INCIDENTE
Cuándo la tos y los móviles irrumpen en escena y obligan a actrices como Àngels Gonyalons a llamar la atención al público
Durante la función ‘La corona d’espines’ en La Llotja de Lleida, el ruido y las interrupciones del público alteraron el desarrollo de la obra. “Una actriz se quedó en blanco unos segundos”

La obra ‘La Corona d’espines’ fue interpretada en La Llotja el domingo pasado. - INGRID SEGURA
¿Qué ocurre cuando el público se convierte en el principal obstáculo para seguir una función? En el teatro, el silencio no es un simple gesto de cortesía, sino una condición. Sin él, la experiencia escénica pierde todo su sentido. Esto fue exactamente lo que ocurrió el pasado domingo en La Llotja de Lleida durante la representación de La corona d’espines, de Josep Maria de Sagarra. Una sucesión de toses persistentes y móviles sonando en los momentos de mayor intensidad dramática obligaron incluso a la actriz protagonista, Àngels Gonyalons, a llamar la atención al público, tal como explicaba el miércoles un lector en una carta a la directora publicada en este medio. Lejos de tratarse de un hecho puntual, la crítica cultural Rosa Peroy, quien ya fue a ver la obra semanas antes en el Teatre Nacional de Catalunya, advirtió acerca de esta problemática: “Cualquier distracción es un pequeño atentado contra el texto y contra los intérpretes”, escribía en una crítica publicada en SEGRE. Aunque no tan exagerado como ocurrió en La Llotja, Peroy se queja del “comportamiento inadmisible de buena parte del público y de la pérdida progresiva de cultura de público, agravada por el uso normalizado de los smartphones”. Desde el otro lado del escenario, los profesionales lo sufren en primera persona. El músico y profesor Jordi Armengol, miembro del Quartet Teixidor, que además dio la casualidad de que estaba presente entre el público ese día en la Llotja, califica lo ocurrido de “escandaloso”. “Sonaron ocho o nueve móviles en momentos de máxima tensión dramática. Lo rompían todo”, explica. Según Armengol, “la situación fue tan exagerada que una actriz llegó a quedarse en blanco durante unos segundos”. Esta falta de conciencia no se limita al teatro. Armengol recuerda situaciones similares en conciertos: “He visto incluso a directores parar una orquesta entera por culpa del sonido de un móvil”, afirma. El director de la compañía Zum-Zum Teatre, Ramon Molins, coincide en el diagnóstico y apunta directamente a la “impunidad con la que se utilizan los dispositivos, que perjudican al espectador que sí quiere escuchar”, concluye.

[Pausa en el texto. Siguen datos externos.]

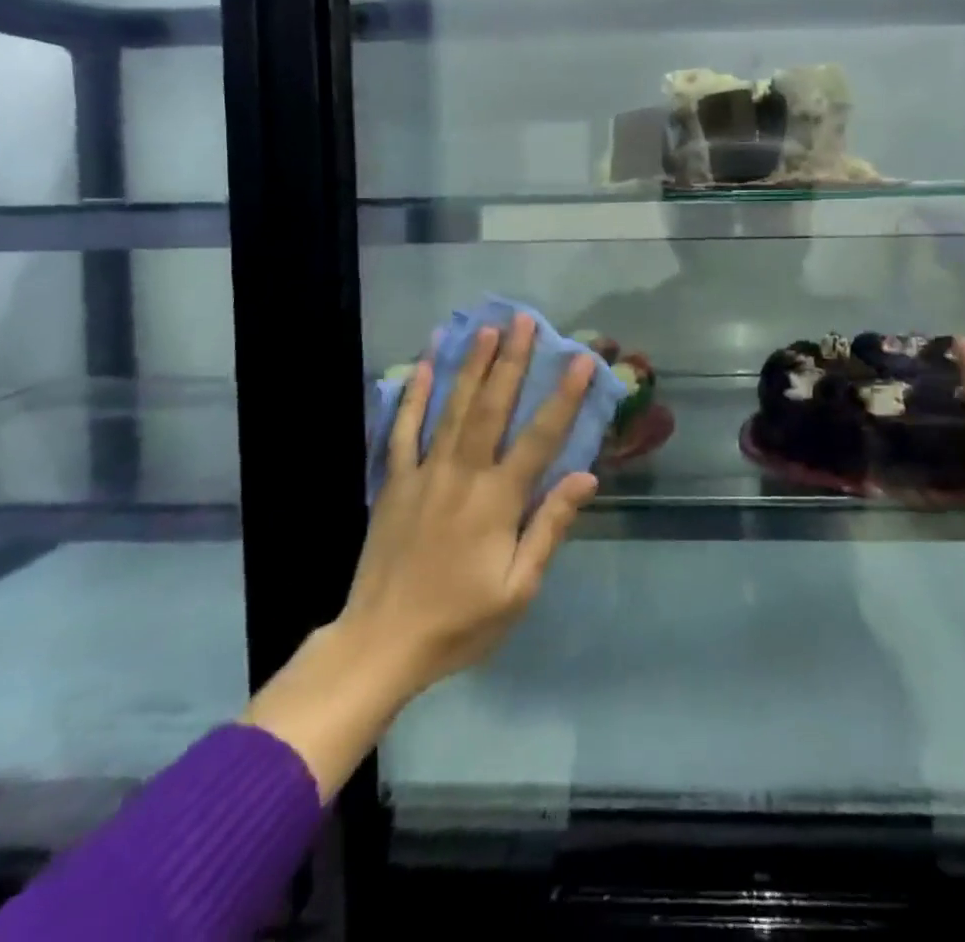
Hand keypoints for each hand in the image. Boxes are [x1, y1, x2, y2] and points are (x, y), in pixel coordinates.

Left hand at [337, 315, 599, 693]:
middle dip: (511, 360)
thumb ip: (549, 527)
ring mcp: (424, 473)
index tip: (580, 359)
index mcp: (498, 500)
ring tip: (485, 328)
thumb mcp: (518, 589)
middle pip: (492, 407)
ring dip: (470, 365)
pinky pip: (403, 429)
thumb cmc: (459, 622)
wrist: (380, 644)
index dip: (563, 396)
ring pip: (451, 408)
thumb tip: (585, 477)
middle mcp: (463, 474)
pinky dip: (413, 394)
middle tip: (524, 320)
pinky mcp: (394, 481)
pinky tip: (422, 364)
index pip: (540, 437)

“El público ya no se toma tan en serio las normas”
El músico Jordi Armengol vivió la función en la Llotja desde una doble posición: como espectador y como profesional. “Desde el escenario llega todo, incluso lo que el espectador cree insignificante”, afirma. Para él, el cambio de actitud del público es evidente: “La gente ya no se toma tan en serio las normas y no sabe lo que supone para quien está actuando”.
“Incluso avisando, la gente sigue haciendo ruido”

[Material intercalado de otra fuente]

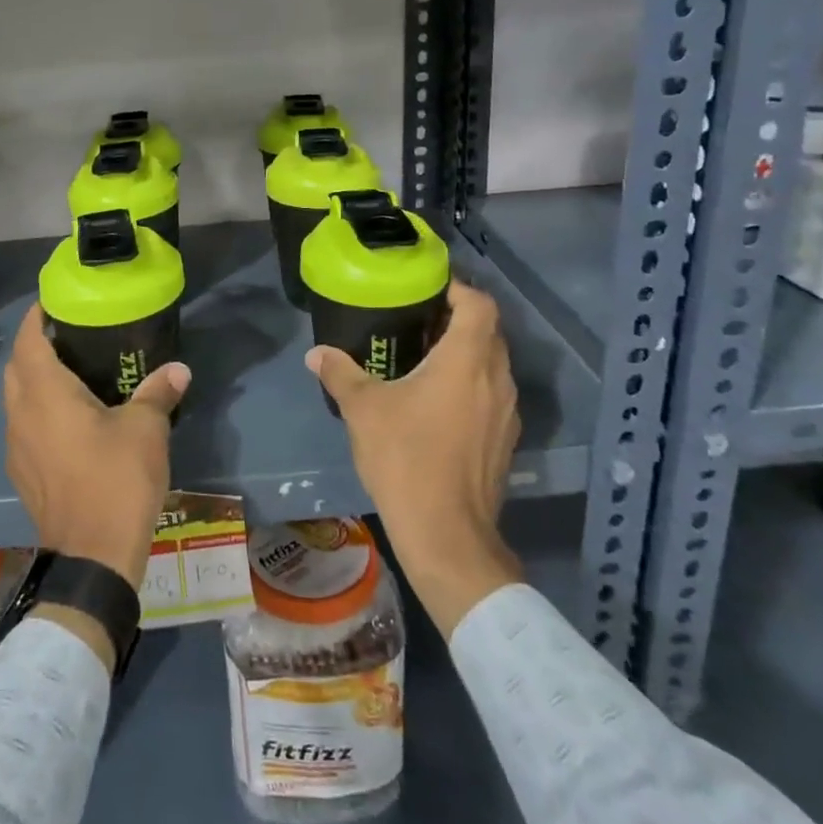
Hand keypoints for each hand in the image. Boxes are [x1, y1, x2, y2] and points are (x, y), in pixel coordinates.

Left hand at [4, 303, 188, 592]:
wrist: (93, 557)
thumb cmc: (116, 481)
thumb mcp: (146, 430)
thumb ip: (158, 393)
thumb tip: (178, 369)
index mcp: (45, 395)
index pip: (28, 341)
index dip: (36, 317)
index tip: (55, 302)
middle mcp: (21, 416)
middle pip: (16, 367)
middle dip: (34, 346)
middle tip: (69, 335)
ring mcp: (18, 448)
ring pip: (16, 399)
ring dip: (33, 380)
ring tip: (71, 373)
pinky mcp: (23, 474)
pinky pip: (23, 427)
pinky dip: (37, 410)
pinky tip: (69, 420)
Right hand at [307, 280, 523, 636]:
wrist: (447, 534)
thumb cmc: (406, 458)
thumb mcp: (363, 410)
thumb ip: (340, 374)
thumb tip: (316, 353)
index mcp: (466, 360)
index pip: (479, 304)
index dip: (458, 289)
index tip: (428, 290)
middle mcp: (496, 378)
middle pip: (489, 332)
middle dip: (458, 320)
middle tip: (418, 321)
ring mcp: (507, 412)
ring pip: (493, 365)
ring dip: (466, 353)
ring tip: (425, 358)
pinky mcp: (505, 440)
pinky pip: (492, 394)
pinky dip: (471, 384)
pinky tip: (438, 403)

Ramon Molins, actor y director de Zum-Zum Teatre, alerta de que estas conductas están tan normalizadas que, en funciones con público escolar, “son los profesores los que miran constantemente el móvil, dando un ejemplo pésimo a los alumnos”. “Incluso instando a apagar los dispositivos antes de empezar la obra, siempre suena alguno o alguien lo coge”, añade.